Data Structures 101 - Hash Table implementation - part 2


In the first installment, we highlighted the main concepts and features of a Hash Table.

Using tha previous knowledge as our starting point, today we are going to show an implementation in Ruby as part of the DataStructures101 gem.

The gem has two (2) user-facing classes for hash table related operations:

  • ChainedHashTable which uses separate chaining for collisions resolutions.
  • ProbeHashTable which uses linear probing and its variants as collisions-handling scheme.

Both classes rely on a common base class named BaseHashTable which implements the public interface to interact with a hash table object and some necessary methods such as resize. On the other hand, BaseHashTable depends on its children implementations to decide how to do the actual search, insertion and deletion of keys.

BaseHashTable

Our base HashTable class handles the table array creation, the resize logic and it stores a lambda function to perform the compression step of the keys' hash codes.

Why a lambda function?

For a production-ready HashTable implementation, we wouldn’t use a lambda function, since it adds a small overhead to performance and it can sometimes reduce readability of the code. Instead, we would use directly the MAD method within the code without even making the external interface aware of it. But for our purposes, it works just great, because it allow us to swap different compression function implementations and thus make easier to analyze and compare them.

Implementation Details

BaseHashTable class receives as constructor parameters the initial capacity for the bucket table, a prime number and compression lambda. If the compression lambda is nil, then the prime number is required to generate the default compression function using the MAD method.

def initialize(capacity:, prime:, compression_lambda:)
  @capacity = capacity
  @size = 0
  @table = Array.new(@capacity)

  @compression_lambda = compression_lambda

  return unless @compression_lambda.nil?

  random = Random.new
  scale = random.rand(prime - 1) + 1
  shift = random.rand(prime)
  @compression_lambda = lambda do |key, cap|
    return (((key.hash * scale + shift) % prime) % cap).abs
  end
end

There are three main things worth to point out:

  • Our implementation relies on the objects being used as key to define a proper hash code.
  • Since the lambda acts as a closure, we need to pass as a parameter the capacity of the array, otherwise, it would get stuck with whatever value was used at the moment of the lambda creation and we would end up with extra slots in the array that wouldn’t be used.
  • If we ever were to resize larger than prime number, we would end with a similar problem as above, we would waste space in the array that would never be filled.

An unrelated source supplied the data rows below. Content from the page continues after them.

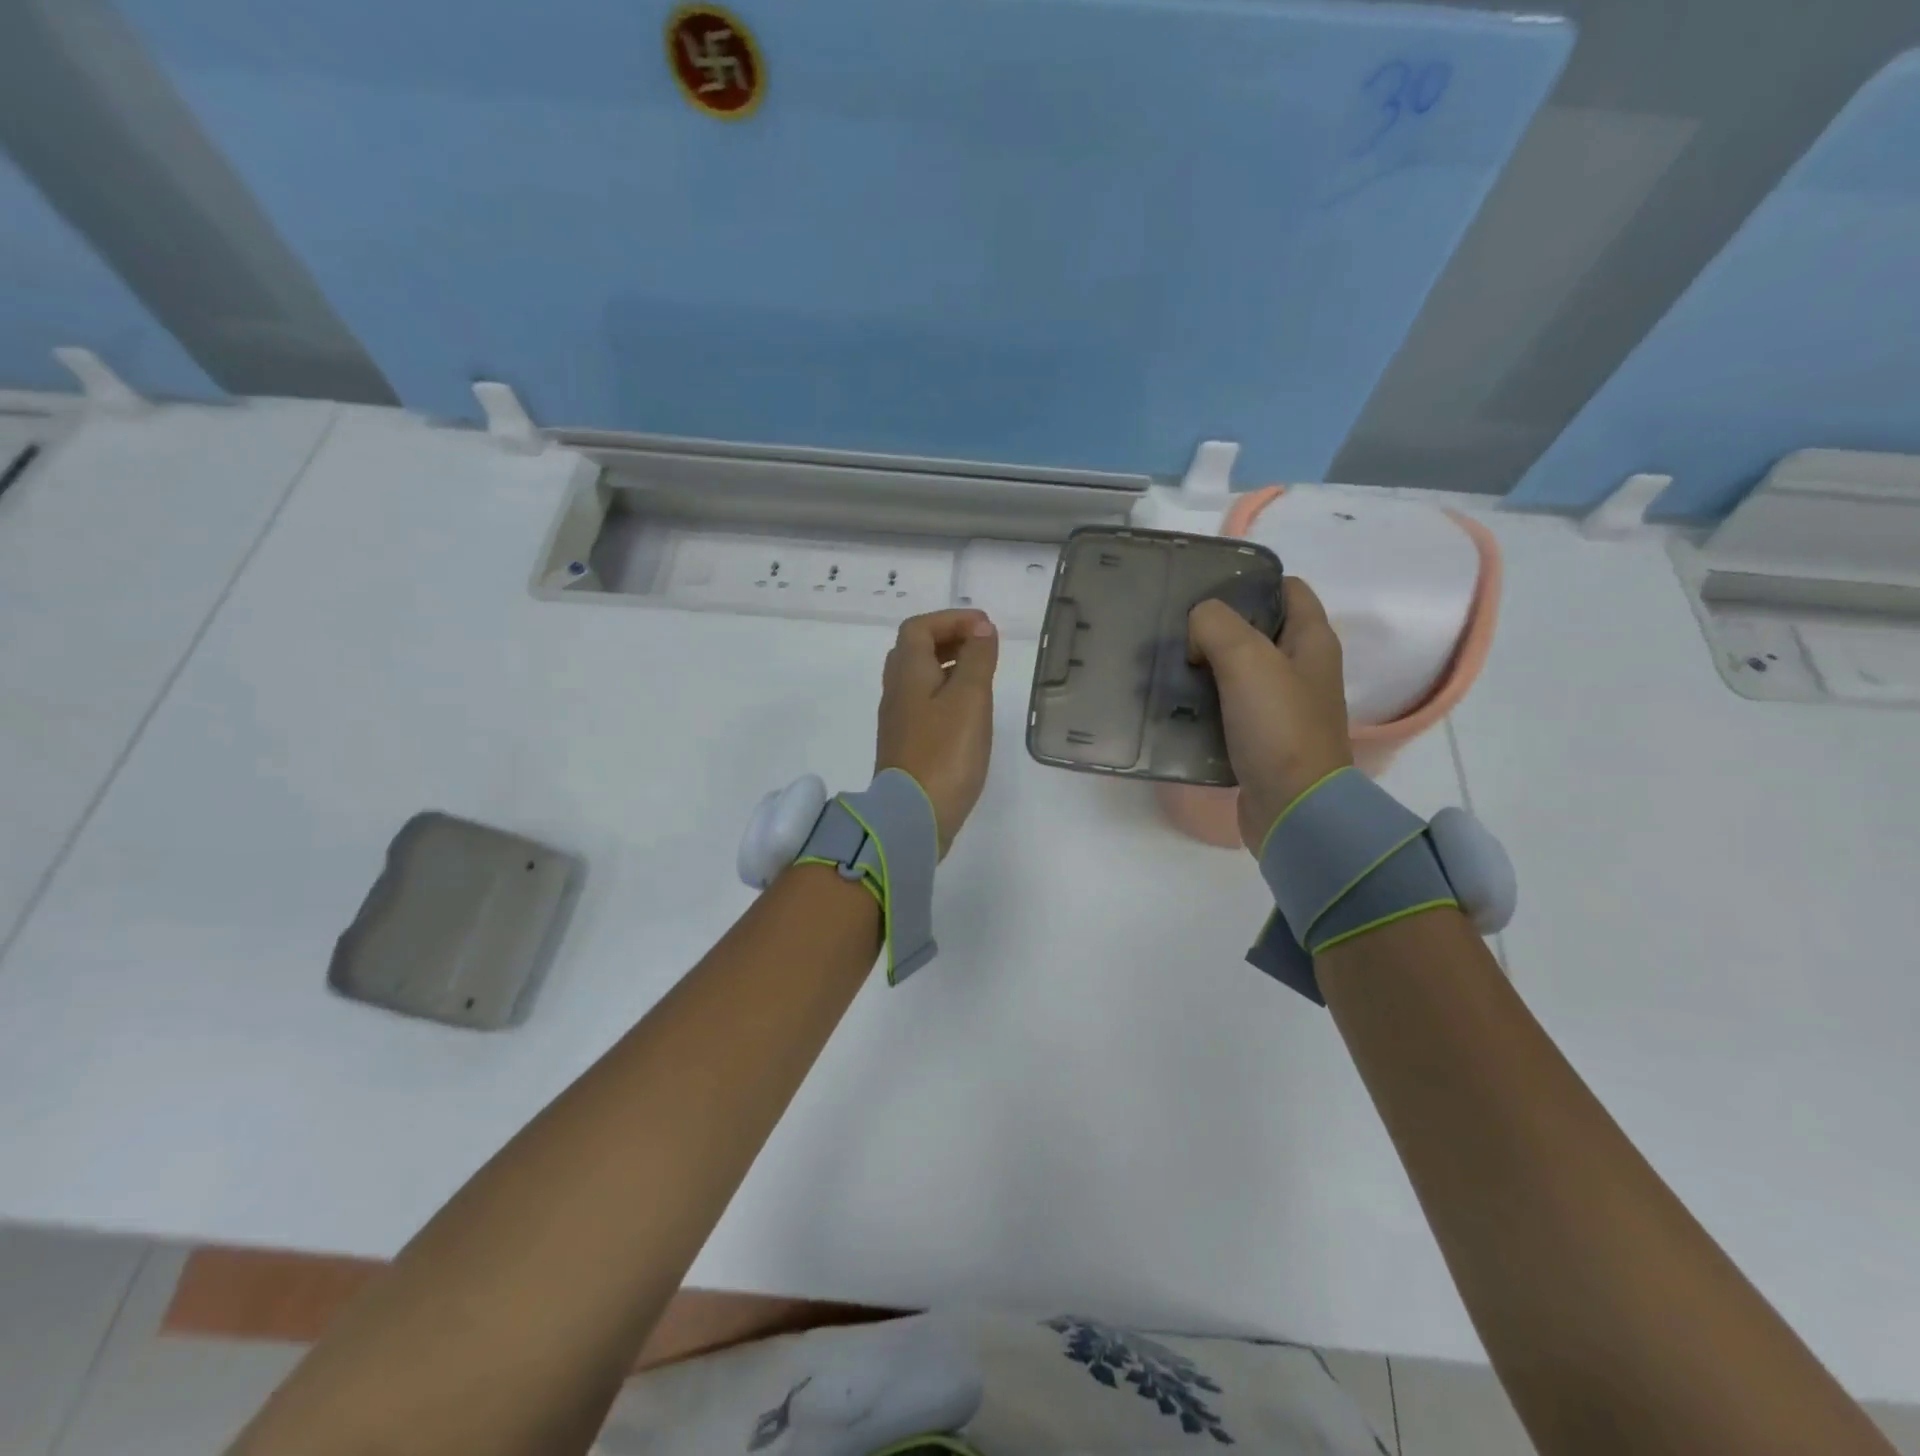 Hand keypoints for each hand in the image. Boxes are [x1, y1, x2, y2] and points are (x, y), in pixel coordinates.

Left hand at [875, 609, 998, 856]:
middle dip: (949, 639)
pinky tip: (969, 712)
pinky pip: (923, 703)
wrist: (914, 816)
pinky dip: (946, 693)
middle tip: (984, 647)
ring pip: (919, 678)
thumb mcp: (969, 698)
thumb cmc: (945, 752)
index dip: (951, 620)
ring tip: (982, 675)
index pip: (919, 628)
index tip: (985, 628)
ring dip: (948, 666)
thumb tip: (981, 629)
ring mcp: (899, 720)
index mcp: (907, 673)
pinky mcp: (907, 745)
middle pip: (915, 651)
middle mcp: (896, 691)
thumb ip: (977, 659)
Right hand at [1187, 577, 1352, 853]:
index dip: (1250, 582)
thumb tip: (1197, 631)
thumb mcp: (1247, 660)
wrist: (1293, 808)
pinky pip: (1227, 707)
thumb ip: (1216, 626)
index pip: (1287, 589)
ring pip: (1237, 670)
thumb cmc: (1278, 727)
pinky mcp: (1260, 738)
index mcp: (1312, 641)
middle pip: (1256, 630)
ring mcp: (1281, 707)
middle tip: (1174, 629)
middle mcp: (1301, 669)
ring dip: (1205, 665)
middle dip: (1216, 626)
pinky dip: (1204, 701)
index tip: (1205, 590)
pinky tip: (1175, 703)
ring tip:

The insert method makes the call to insert to the child method implementation (bucket_insert) and then resizes the bucket table if the size is larger than half of the current capacity (this is to guarantee that probing strategies can always insert successfully). Finally it returns the previous value, if any.

def insert(key, value)
  hash_code = compression_lambda.call(key, @capacity)
  old_value = bucket_insert(hash_code, key, value)

  # keep load factor <= 0.5
  resize(new_capacity) if @size > @capacity / 2

  old_value
end

The other two user-facing methods: [] and delete are simply a wrapper around the child method implementations.

def [](key)
  bucket_find(compression_lambda.call(key, @capacity), key)
end

def delete(key)
  bucket_delete(compression_lambda.call(key, @capacity), key)
end

To increase the usability of the class, we have included Enumerable module and implemented the each method as follow.

def each
  return enum_for(:each) unless block_given?

  bucket_each do |key, value|
    yield(key, value)
  end
end

The final BaseHashTable implementation is shown below, including the private methods new_capacity and resize.

class BaseHashTable
  include Enumerable

  attr_reader :size, :compression_lambda, :capacity

  def initialize(capacity:, prime:, compression_lambda:)
    @capacity = capacity
    @size = 0
    @table = Array.new(@capacity)

    @compression_lambda = compression_lambda

    return unless @compression_lambda.nil?

    random = Random.new
    scale = random.rand(prime - 1) + 1
    shift = random.rand(prime)
    @compression_lambda = lambda do |key, cap|
      return (((key.hash * scale + shift) % prime) % cap).abs
    end
  end

  def []=(key, value)
    insert(key, value)
  end

  def insert(key, value)
    hash_code = compression_lambda.call(key, @capacity)
    old_value = bucket_insert(hash_code, key, value)

    # Keep load factor below 0.5.
    resize(new_capacity) if @size > @capacity / 2

    old_value
  end

  def [](key)
    bucket_find(compression_lambda.call(key, @capacity), key)
  end

  def delete(key)
    bucket_delete(compression_lambda.call(key, @capacity), key)
  end

  def each
    return enum_for(:each) unless block_given?

    bucket_each do |key, value|
      yield(key, value)
    end
  end

  private

  def new_capacity
    2 * @capacity - 1
  end

  def resize(new_cap)
    @capacity = new_cap

    buffer = map { |key, value| [key, value] }

    @table = Array.new(@capacity)
    @size = 0

    buffer.each { |key, value| self[key] = value }
  end
end

ChainedHashTable

ChainedHashTable class implements separate chaining as collision-handling scheme. To achieve it, it uses a support class named Bucket which handles the storage and retrieval of (key, value) pairs that match to the same hashcode.

Bucket Utility Class

The Bucket class uses an array as internal storage and stores at each position a two-values array [key, value]. Next we are going to highlight some details about the main methods.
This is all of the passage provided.